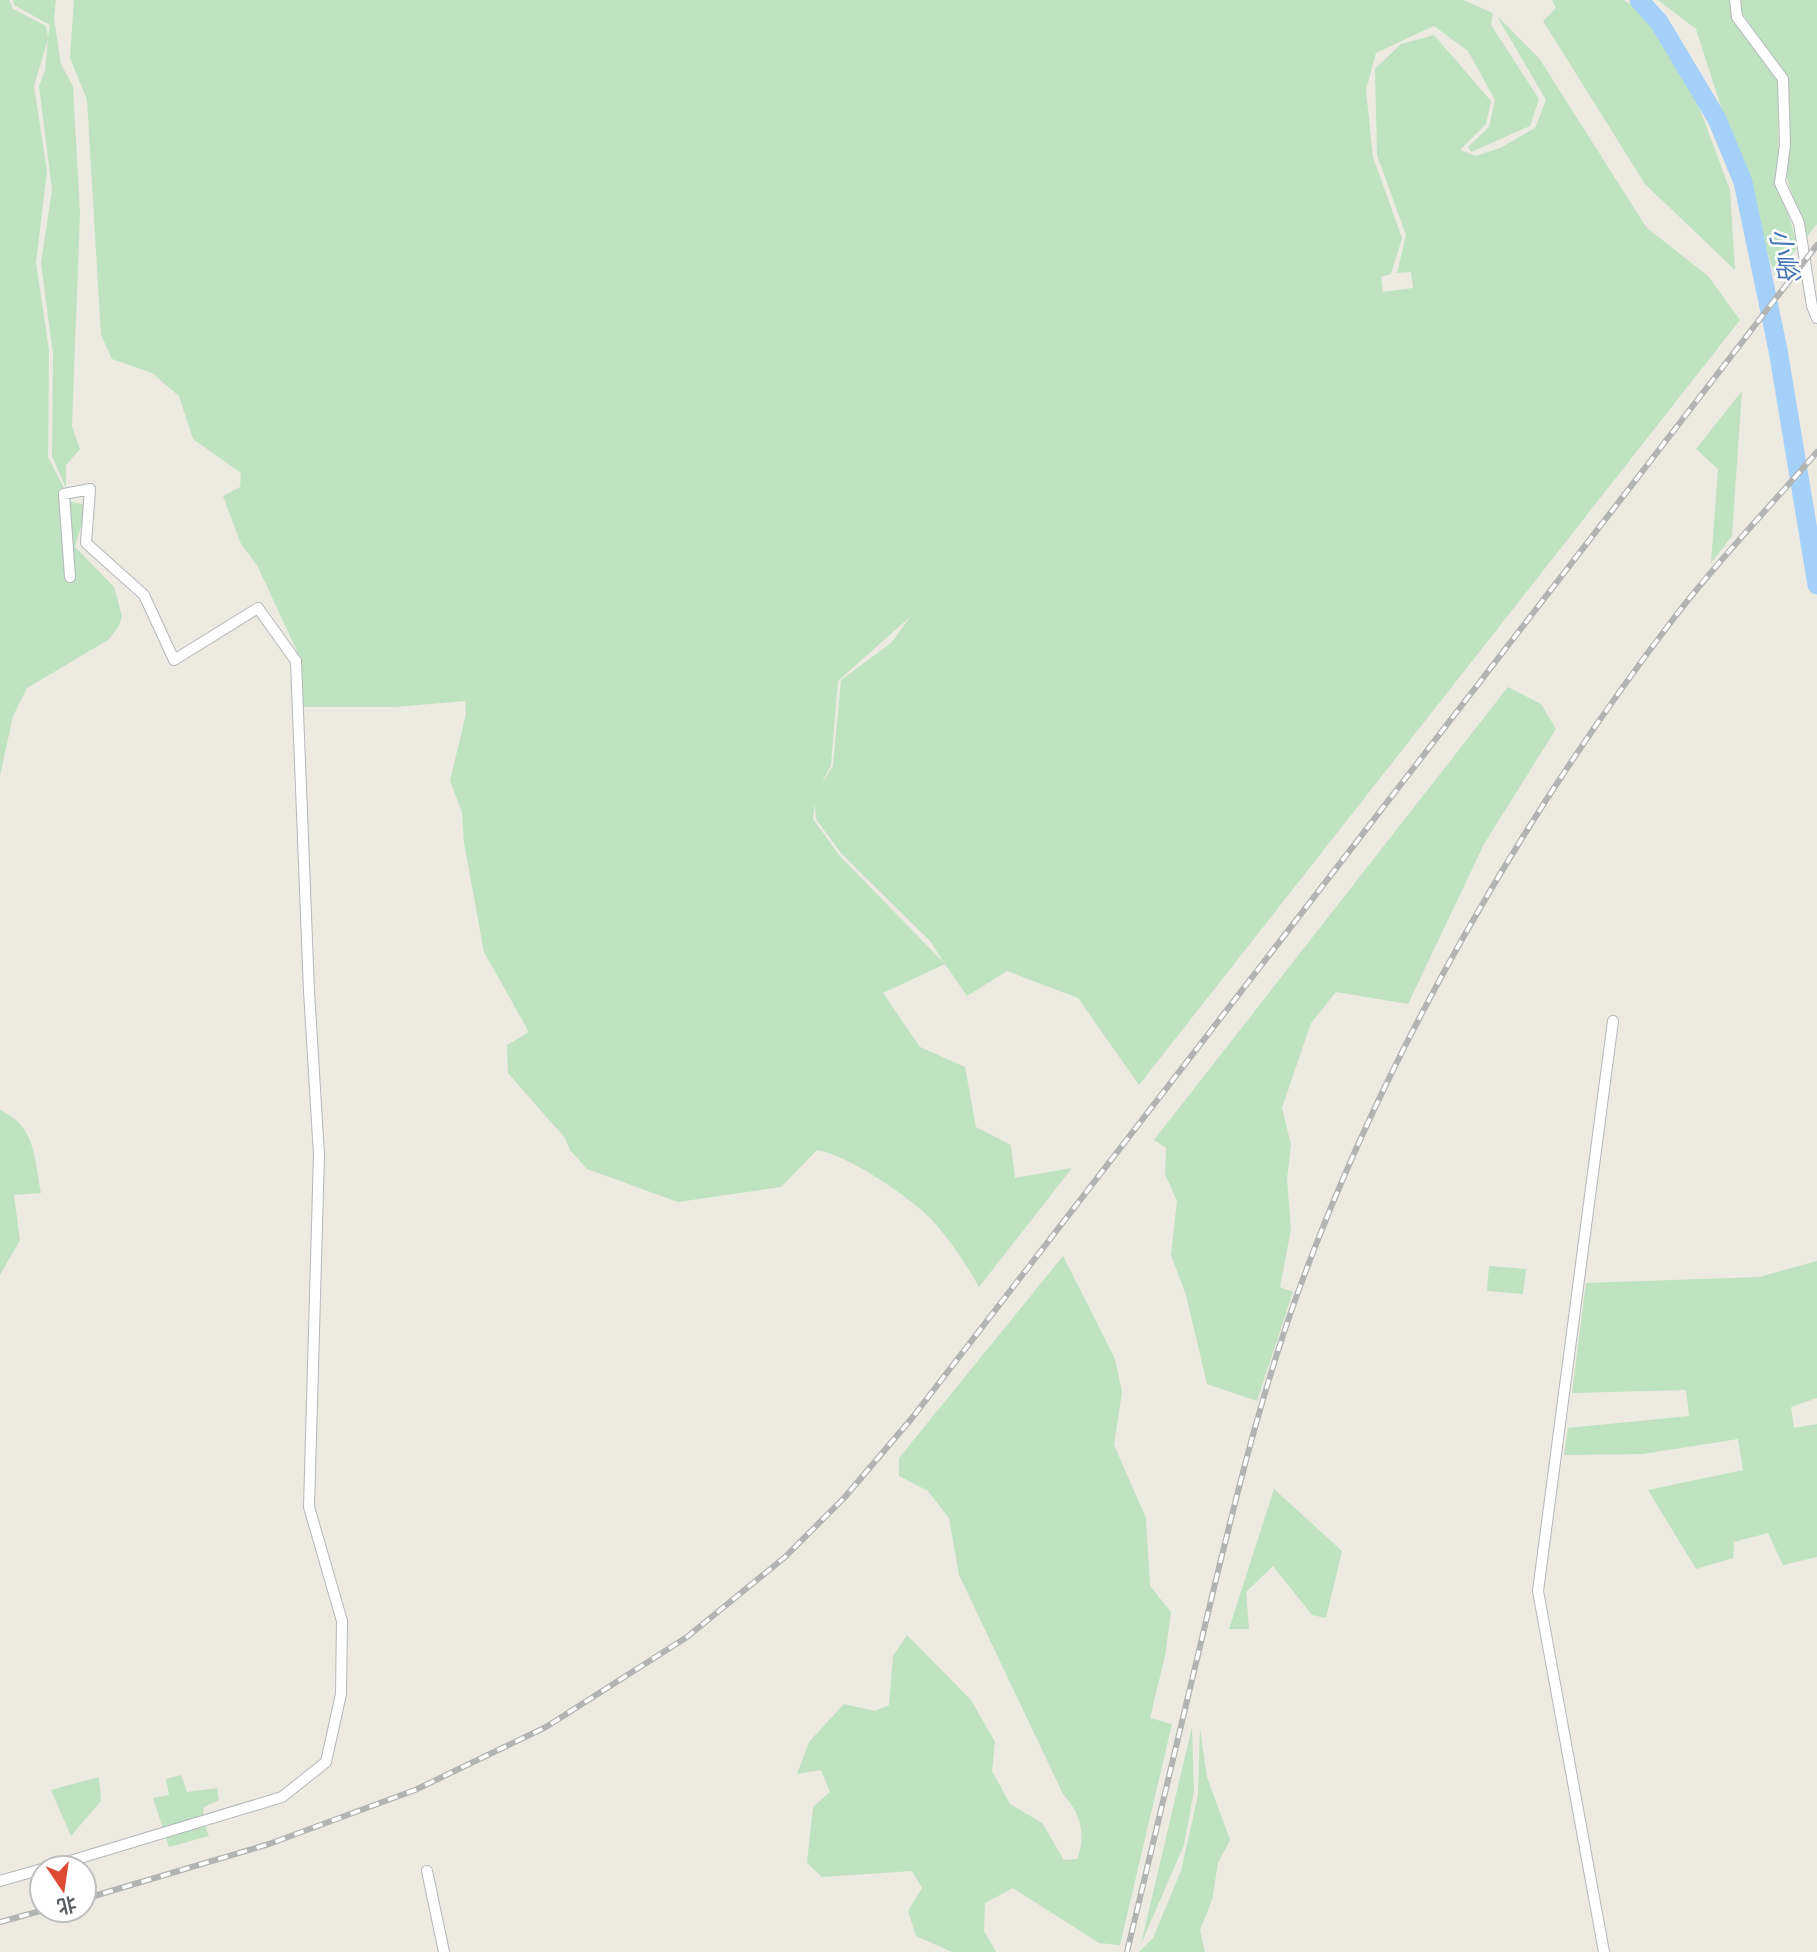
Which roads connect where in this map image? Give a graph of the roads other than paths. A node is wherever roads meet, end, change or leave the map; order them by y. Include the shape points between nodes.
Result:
1 (1735, 0) edge
2 (1817, 318) edge
3 (70, 577) dead end
4 (1613, 1021) dead end
5 (93, 1854) edge
6 (428, 1871) dead end
7 (28, 1874) edge
8 (0, 1881) edge
9 (444, 1952) edge
10 (1604, 1952) edge

1 - 2 street via 1737,17 1783,79 1785,145 1780,183 1799,223
3 - 5 street via 64,494 90,489 86,543 144,595 174,660 258,608 296,661 319,1155 309,1507 342,1621 341,1694 327,1762 282,1797
4 - 10 street via 1538,1591
6 - 9 street
7 - 8 street

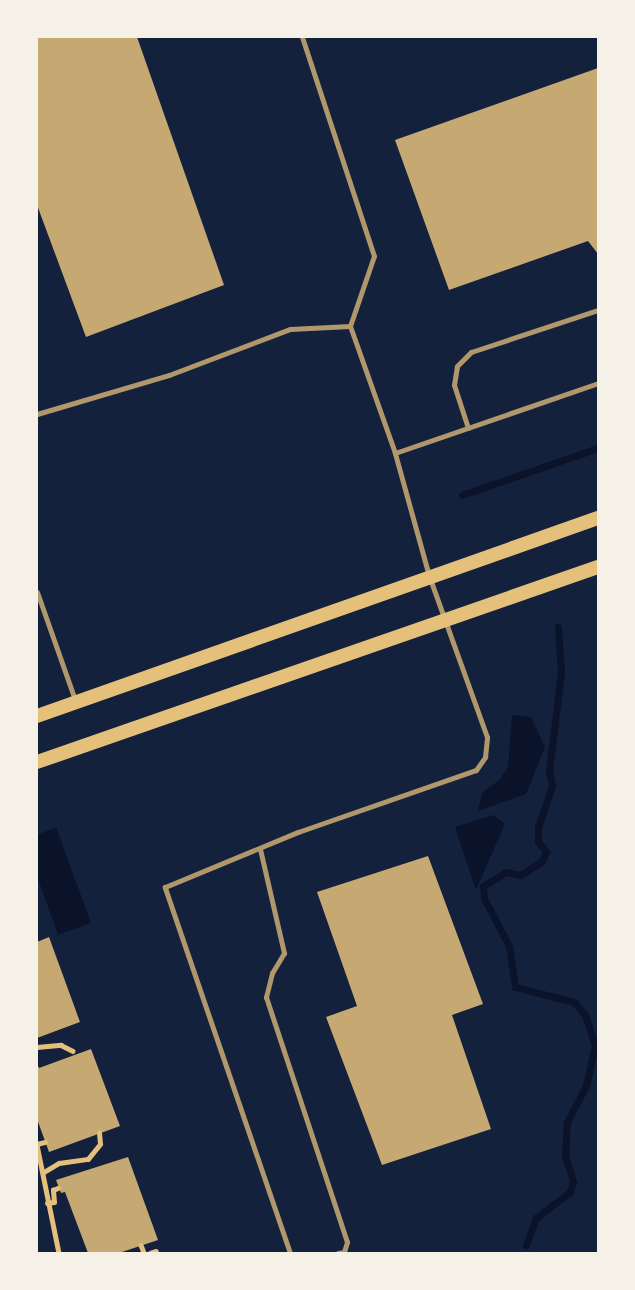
■ ■ ■ ■ ■
**REQUIRED WORK**
The expected output is the full material above, word for word, without pictures.

**FINAL ANSWER**
Which roads connect where in this map image? Give a graph of the roads other than paths. A node is wherever roads meet, end, change or leave the map; order them by y. Include the shape points between nodes.
Result:
1 (1735, 0) edge
2 (1817, 318) edge
3 (70, 577) dead end
4 (1613, 1021) dead end
5 (93, 1854) edge
6 (428, 1871) dead end
7 (28, 1874) edge
8 (0, 1881) edge
9 (444, 1952) edge
10 (1604, 1952) edge

1 - 2 street via 1737,17 1783,79 1785,145 1780,183 1799,223
3 - 5 street via 64,494 90,489 86,543 144,595 174,660 258,608 296,661 319,1155 309,1507 342,1621 341,1694 327,1762 282,1797
4 - 10 street via 1538,1591
6 - 9 street
7 - 8 street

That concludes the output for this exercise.